> _What the task asks_:
Go through the entries below. Copy each line in which "Sicklesmere" appears.

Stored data
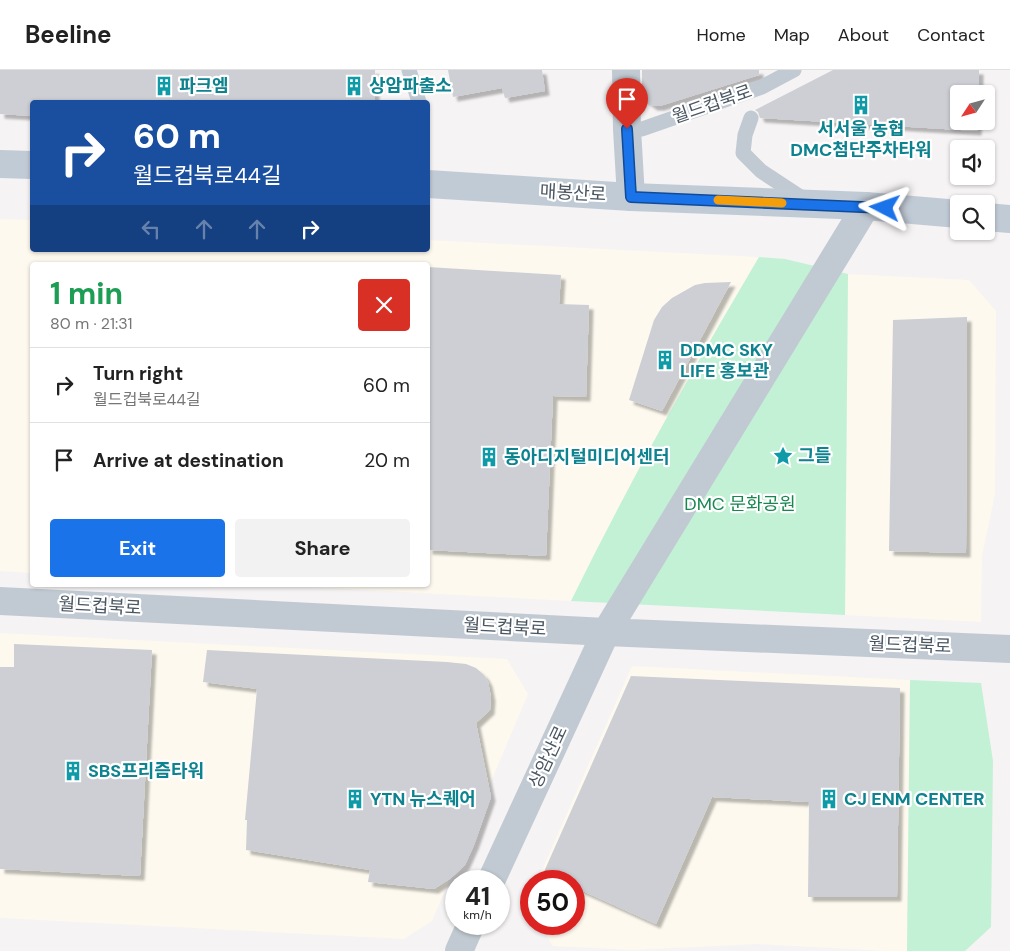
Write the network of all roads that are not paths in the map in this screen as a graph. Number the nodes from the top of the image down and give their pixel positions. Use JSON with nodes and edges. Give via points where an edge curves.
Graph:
{"nodes":[{"id":1,"x":409,"y":70,"type":"edge"},
{"id":2,"x":626,"y":70,"type":"edge"},
{"id":3,"x":794,"y":70,"type":"edge"},
{"id":4,"x":418,"y":100,"type":"edge"},
{"id":5,"x":751,"y":118,"type":"dead end"},
{"id":6,"x":627,"y":129,"type":"junction"},
{"id":7,"x":0,"y":164,"type":"edge"},
{"id":8,"x":30,"y":165,"type":"edge"},
{"id":9,"x":430,"y":184,"type":"edge"},
{"id":10,"x":631,"y":197,"type":"junction"},
{"id":11,"x":810,"y":204,"type":"junction"},
{"id":12,"x":866,"y":206,"type":"junction"},
{"id":13,"x":950,"y":213,"type":"edge"},
{"id":14,"x":995,"y":218,"type":"edge"},
{"id":15,"x":1010,"y":219,"type":"edge"},
{"id":16,"x":0,"y":601,"type":"edge"},
{"id":17,"x":606,"y":632,"type":"junction"},
{"id":18,"x":1010,"y":649,"type":"edge"},
{"id":19,"x":496,"y":870,"type":"edge"},
{"id":20,"x":466,"y":935,"type":"edge"},
{"id":21,"x":459,"y":951,"type":"edge"}],
"edges":[{"from":1,"to":4,"type":"lane"},
{"from":2,"to":6,"type":"street"},
{"from":3,"to":6,"type":"lane","name":"월드컵북로","via":[[762,87],[642,129]]},
{"from":5,"to":11,"type":"lane","via":[[744,135],[743,153],[761,171]]},
{"from":6,"to":10,"type":"street"},
{"from":7,"to":8,"type":"main road"},
{"from":9,"to":10,"type":"main road","name":"매봉산로"},
{"from":10,"to":11,"type":"main road","name":"매봉산로"},
{"from":11,"to":12,"type":"main road","name":"매봉산로"},
{"from":12,"to":13,"type":"main road","name":"매봉산로"},
{"from":12,"to":17,"type":"street","name":"상암산로"},
{"from":14,"to":15,"type":"main road"},
{"from":16,"to":17,"type":"street","name":"월드컵북로"},
{"from":17,"to":18,"type":"street","name":"월드컵북로"},
{"from":17,"to":19,"type":"street","name":"상암산로"},
{"from":20,"to":21,"type":"street"}]}
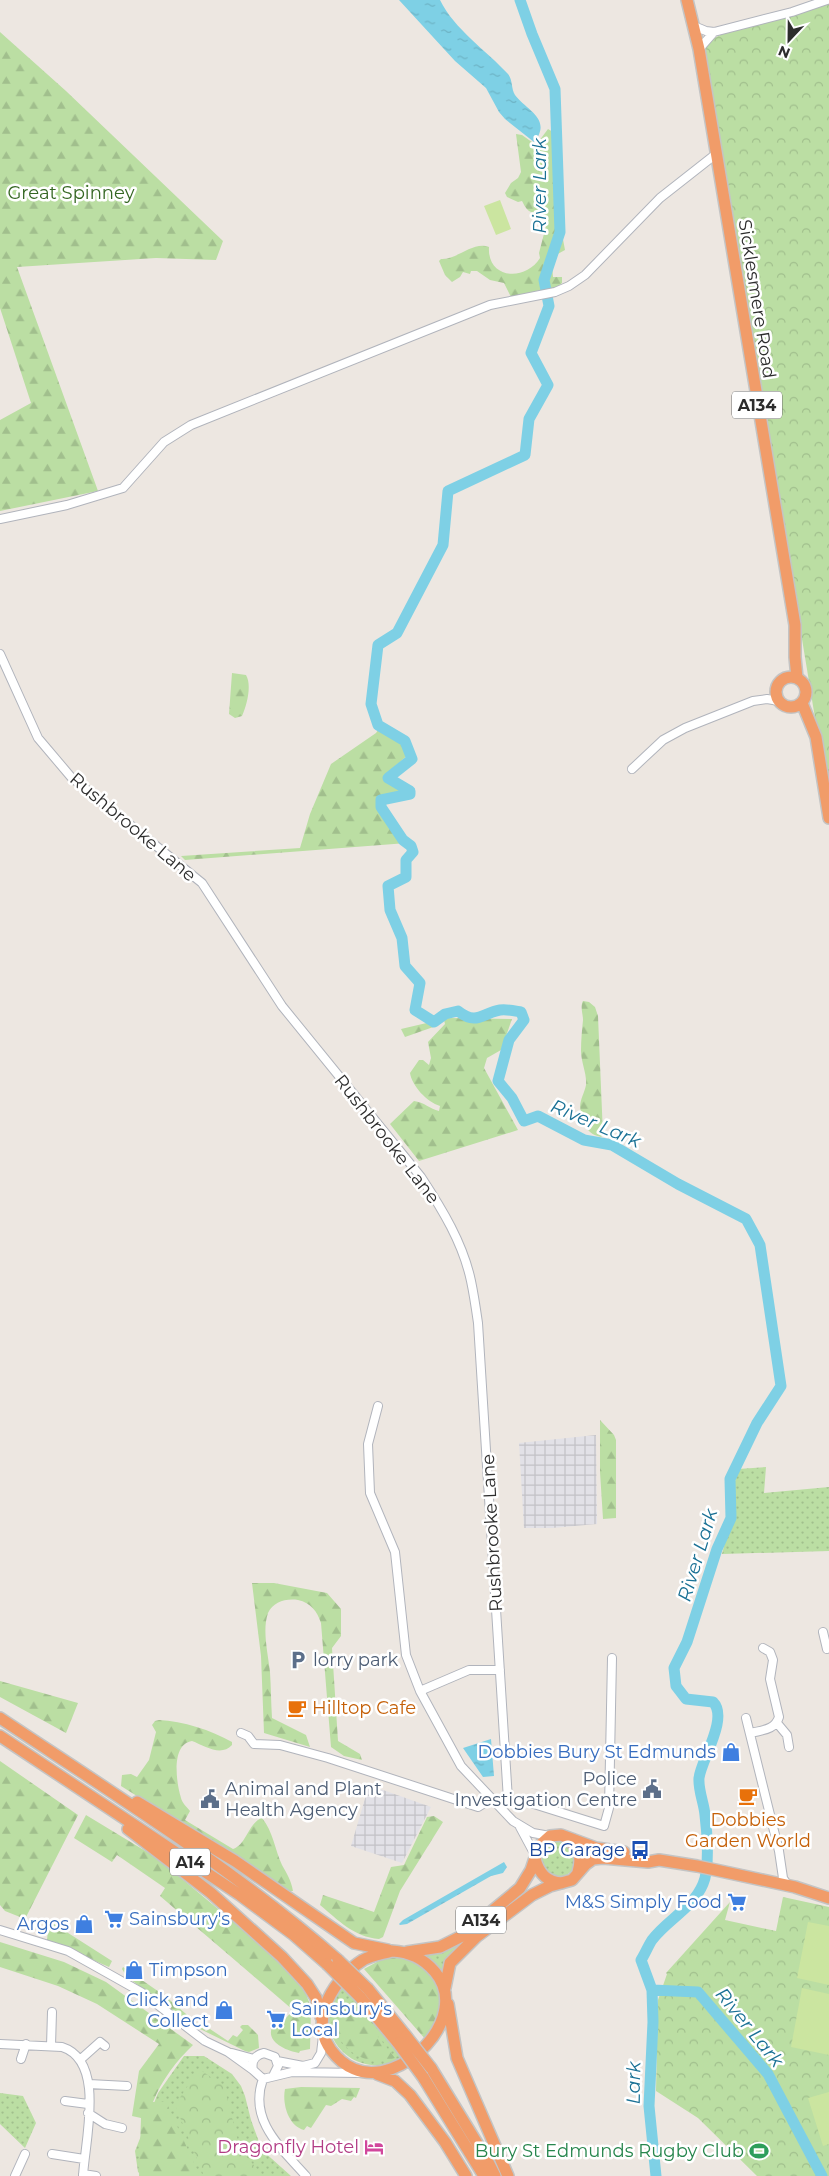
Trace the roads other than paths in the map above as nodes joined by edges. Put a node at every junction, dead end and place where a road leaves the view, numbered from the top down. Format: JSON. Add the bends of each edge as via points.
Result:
{"nodes":[{"id":1,"x":687,"y":0,"type":"edge"},
{"id":2,"x":827,"y":0,"type":"edge"},
{"id":3,"x":694,"y":26,"type":"junction"},
{"id":4,"x":714,"y":32,"type":"junction"},
{"id":5,"x":699,"y":49,"type":"junction"},
{"id":6,"x":716,"y":154,"type":"junction"},
{"id":7,"x":0,"y":520,"type":"edge"},
{"id":8,"x":0,"y":654,"type":"edge"},
{"id":9,"x":793,"y":677,"type":"junction"},
{"id":10,"x":774,"y":697,"type":"junction"},
{"id":11,"x":798,"y":705,"type":"junction"},
{"id":12,"x":632,"y":769,"type":"dead end"},
{"id":13,"x":829,"y":818,"type":"edge"},
{"id":14,"x":378,"y":1406,"type":"dead end"},
{"id":15,"x":823,"y":1632,"type":"dead end"},
{"id":16,"x":763,"y":1648,"type":"dead end"},
{"id":17,"x":829,"y":1648,"type":"edge"},
{"id":18,"x":612,"y":1658,"type":"dead end"},
{"id":19,"x":500,"y":1670,"type":"junction"},
{"id":20,"x":420,"y":1691,"type":"junction"},
{"id":21,"x":783,"y":1695,"type":"dead end"},
{"id":22,"x":774,"y":1698,"type":"junction"},
{"id":23,"x":0,"y":1718,"type":"edge"},
{"id":24,"x":746,"y":1718,"type":"dead end"},
{"id":25,"x":777,"y":1723,"type":"junction"},
{"id":26,"x":241,"y":1733,"type":"dead end"},
{"id":27,"x":750,"y":1733,"type":"junction"},
{"id":28,"x":0,"y":1736,"type":"edge"},
{"id":29,"x":789,"y":1747,"type":"dead end"},
{"id":30,"x":48,"y":1767,"type":"junction"},
{"id":31,"x":94,"y":1781,"type":"junction"},
{"id":32,"x":491,"y":1799,"type":"junction"},
{"id":33,"x":519,"y":1825,"type":"junction"},
{"id":34,"x":550,"y":1836,"type":"junction"},
{"id":35,"x":568,"y":1839,"type":"junction"},
{"id":36,"x":535,"y":1857,"type":"junction"},
{"id":37,"x":659,"y":1860,"type":"junction"},
{"id":38,"x":782,"y":1867,"type":"junction"},
{"id":39,"x":578,"y":1872,"type":"junction"},
{"id":40,"x":715,"y":1872,"type":"junction"},
{"id":41,"x":769,"y":1881,"type":"junction"},
{"id":42,"x":563,"y":1883,"type":"junction"},
{"id":43,"x":788,"y":1886,"type":"junction"},
{"id":44,"x":829,"y":1898,"type":"edge"},
{"id":45,"x":829,"y":1902,"type":"edge"},
{"id":46,"x":0,"y":1930,"type":"edge"},
{"id":47,"x":392,"y":1952,"type":"junction"},
{"id":48,"x":407,"y":1952,"type":"junction"},
{"id":49,"x":332,"y":1962,"type":"junction"},
{"id":50,"x":446,"y":1994,"type":"junction"},
{"id":51,"x":52,"y":2012,"type":"dead end"},
{"id":52,"x":323,"y":2027,"type":"junction"},
{"id":53,"x":0,"y":2044,"type":"edge"},
{"id":54,"x":26,"y":2044,"type":"junction"},
{"id":55,"x":51,"y":2046,"type":"junction"},
{"id":56,"x":105,"y":2046,"type":"dead end"},
{"id":57,"x":228,"y":2052,"type":"junction"},
{"id":58,"x":20,"y":2059,"type":"dead end"},
{"id":59,"x":80,"y":2059,"type":"junction"},
{"id":60,"x":254,"y":2059,"type":"junction"},
{"id":61,"x":277,"y":2061,"type":"junction"},
{"id":62,"x":253,"y":2070,"type":"junction"},
{"id":63,"x":363,"y":2073,"type":"junction"},
{"id":64,"x":427,"y":2073,"type":"junction"},
{"id":65,"x":274,"y":2074,"type":"junction"},
{"id":66,"x":377,"y":2074,"type":"junction"},
{"id":67,"x":263,"y":2078,"type":"junction"},
{"id":68,"x":89,"y":2084,"type":"junction"},
{"id":69,"x":127,"y":2086,"type":"dead end"},
{"id":70,"x":65,"y":2101,"type":"dead end"},
{"id":71,"x":88,"y":2104,"type":"junction"},
{"id":72,"x":88,"y":2113,"type":"junction"},
{"id":73,"x":122,"y":2128,"type":"dead end"},
{"id":74,"x":25,"y":2154,"type":"dead end"},
{"id":75,"x":52,"y":2154,"type":"dead end"},
{"id":76,"x":84,"y":2159,"type":"junction"},
{"id":77,"x":83,"y":2175,"type":"edge"},
{"id":78,"x":15,"y":2176,"type":"edge"},
{"id":79,"x":96,"y":2176,"type":"edge"},
{"id":80,"x":306,"y":2176,"type":"edge"},
{"id":81,"x":466,"y":2176,"type":"edge"},
{"id":82,"x":484,"y":2176,"type":"edge"},
{"id":83,"x":495,"y":2176,"type":"edge"},
{"id":84,"x":508,"y":2176,"type":"edge"}],
"edges":[{"from":1,"to":3,"type":"highway","number":"A134"},
{"from":2,"to":4,"type":"street"},
{"from":3,"to":4,"type":"street"},
{"from":3,"to":5,"type":"highway","number":"A134"},
{"from":4,"to":5,"type":"street"},
{"from":5,"to":6,"type":"highway","number":"A134"},
{"from":6,"to":7,"type":"street","via":[[660,198],[585,275],[569,286],[481,308],[191,425],[164,442],[123,488]]},
{"from":6,"to":9,"type":"highway","name":"Sicklesmere Road","number":"A134","via":[[795,625]]},
{"from":8,"to":19,"type":"street","name":"Rushbrooke Lane","via":[[38,738],[71,777],[202,883],[282,1006],[421,1177],[453,1230],[471,1279],[478,1323]]},
{"from":9,"to":10,"type":"highway","via":[[780,681]]},
{"from":9,"to":11,"type":"highway","name":"Sicklesmere Road","number":"A134","via":[[804,683],[807,690],[806,698]]},
{"from":10,"to":11,"type":"highway","via":[[784,706]]},
{"from":10,"to":12,"type":"street","via":[[753,701],[685,728],[663,740]]},
{"from":11,"to":13,"type":"highway","name":"Sicklesmere Road","number":"A134","via":[[816,736]]},
{"from":14,"to":20,"type":"street","via":[[368,1444],[370,1493],[394,1552],[406,1655]]},
{"from":15,"to":17,"type":"street"},
{"from":16,"to":22,"type":"street","via":[[770,1652],[773,1660],[770,1679]]},
{"from":18,"to":19,"type":"street","name":"Rushbrooke Lane","via":[[609,1808],[604,1826],[521,1800],[508,1800]]},
{"from":19,"to":20,"type":"street","via":[[469,1670]]},
{"from":20,"to":32,"type":"street","via":[[461,1766]]},
{"from":21,"to":22,"type":"street"},
{"from":22,"to":25,"type":"street","via":[[779,1717]]},
{"from":23,"to":31,"type":"highway","number":"A14"},
{"from":24,"to":27,"type":"street"},
{"from":25,"to":27,"type":"street"},
{"from":25,"to":29,"type":"street","via":[[787,1735]]},
{"from":26,"to":32,"type":"street","via":[[254,1744],[280,1745],[328,1758],[478,1807]]},
{"from":27,"to":38,"type":"street"},
{"from":28,"to":30,"type":"highway","number":"A14"},
{"from":30,"to":49,"type":"highway","number":"A14","via":[[240,1895]]},
{"from":30,"to":52,"type":"highway","via":[[64,1784],[153,1847],[242,1920],[307,1984],[316,1998]]},
{"from":31,"to":47,"type":"highway","via":[[120,1792],[235,1861],[354,1943]]},
{"from":31,"to":49,"type":"highway","number":"A14","via":[[300,1926]]},
{"from":32,"to":33,"type":"street"},
{"from":33,"to":34,"type":"street","via":[[536,1834]]},
{"from":33,"to":36,"type":"street"},
{"from":34,"to":35,"type":"highway","via":[[561,1835]]},
{"from":34,"to":36,"type":"highway","via":[[539,1846]]},
{"from":35,"to":37,"type":"highway"},
{"from":35,"to":39,"type":"highway","via":[[578,1850]]},
{"from":36,"to":42,"type":"highway","via":[[545,1878]]},
{"from":36,"to":48,"type":"highway","number":"A134","via":[[520,1888],[457,1940],[440,1947]]},
{"from":37,"to":39,"type":"highway","via":[[604,1858],[593,1860]]},
{"from":37,"to":40,"type":"highway"},
{"from":38,"to":41,"type":"street"},
{"from":38,"to":43,"type":"street"},
{"from":39,"to":42,"type":"highway","via":[[572,1880]]},
{"from":40,"to":41,"type":"highway"},
{"from":40,"to":45,"type":"highway"},
{"from":41,"to":43,"type":"highway"},
{"from":42,"to":50,"type":"highway","number":"A134","via":[[540,1890],[523,1900],[476,1937],[450,1963]]},
{"from":43,"to":44,"type":"highway"},
{"from":46,"to":57,"type":"street","via":[[68,1951],[141,1992],[205,2041]]},
{"from":47,"to":48,"type":"highway"},
{"from":47,"to":52,"type":"highway","via":[[373,1955],[354,1967],[332,1991],[323,2010]]},
{"from":48,"to":50,"type":"highway","via":[[428,1965]]},
{"from":49,"to":64,"type":"highway","number":"A14","bridge":true,"via":[[364,1993]]},
{"from":50,"to":66,"type":"highway","via":[[439,2027],[430,2042],[401,2065]]},
{"from":50,"to":84,"type":"highway","via":[[457,2058]]},
{"from":51,"to":55,"type":"street"},
{"from":52,"to":61,"type":"street","via":[[322,2053],[315,2063],[303,2066]]},
{"from":52,"to":63,"type":"highway","via":[[328,2046],[341,2062]]},
{"from":53,"to":54,"type":"street"},
{"from":54,"to":55,"type":"street"},
{"from":54,"to":58,"type":"street"},
{"from":55,"to":59,"type":"street","via":[[70,2050]]},
{"from":56,"to":59,"type":"street","via":[[100,2042]]},
{"from":57,"to":60,"type":"street"},
{"from":57,"to":62,"type":"street"},
{"from":59,"to":68,"type":"street"},
{"from":60,"to":61,"type":"street","via":[[268,2053]]},
{"from":60,"to":62,"type":"street"},
{"from":61,"to":65,"type":"street"},
{"from":62,"to":67,"type":"street"},
{"from":63,"to":65,"type":"street"},
{"from":63,"to":66,"type":"highway"},
{"from":64,"to":82,"type":"highway","number":"A14"},
{"from":64,"to":83,"type":"highway","number":"A14"},
{"from":65,"to":67,"type":"street"},
{"from":66,"to":81,"type":"highway","via":[[395,2081],[410,2095]]},
{"from":67,"to":80,"type":"street","via":[[258,2102],[263,2123]]},
{"from":68,"to":69,"type":"street"},
{"from":68,"to":71,"type":"street"},
{"from":70,"to":71,"type":"street"},
{"from":71,"to":72,"type":"street"},
{"from":72,"to":73,"type":"street","via":[[105,2124]]},
{"from":72,"to":76,"type":"street"},
{"from":74,"to":78,"type":"street"},
{"from":75,"to":76,"type":"street"},
{"from":76,"to":77,"type":"street"},
{"from":77,"to":79,"type":"street"}]}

> _Solution for this exercise_:
{"from":6,"to":9,"type":"highway","name":"Sicklesmere Road","number":"A134","via":[[795,625]]},
{"from":9,"to":11,"type":"highway","name":"Sicklesmere Road","number":"A134","via":[[804,683],[807,690],[806,698]]},
{"from":11,"to":13,"type":"highway","name":"Sicklesmere Road","number":"A134","via":[[816,736]]},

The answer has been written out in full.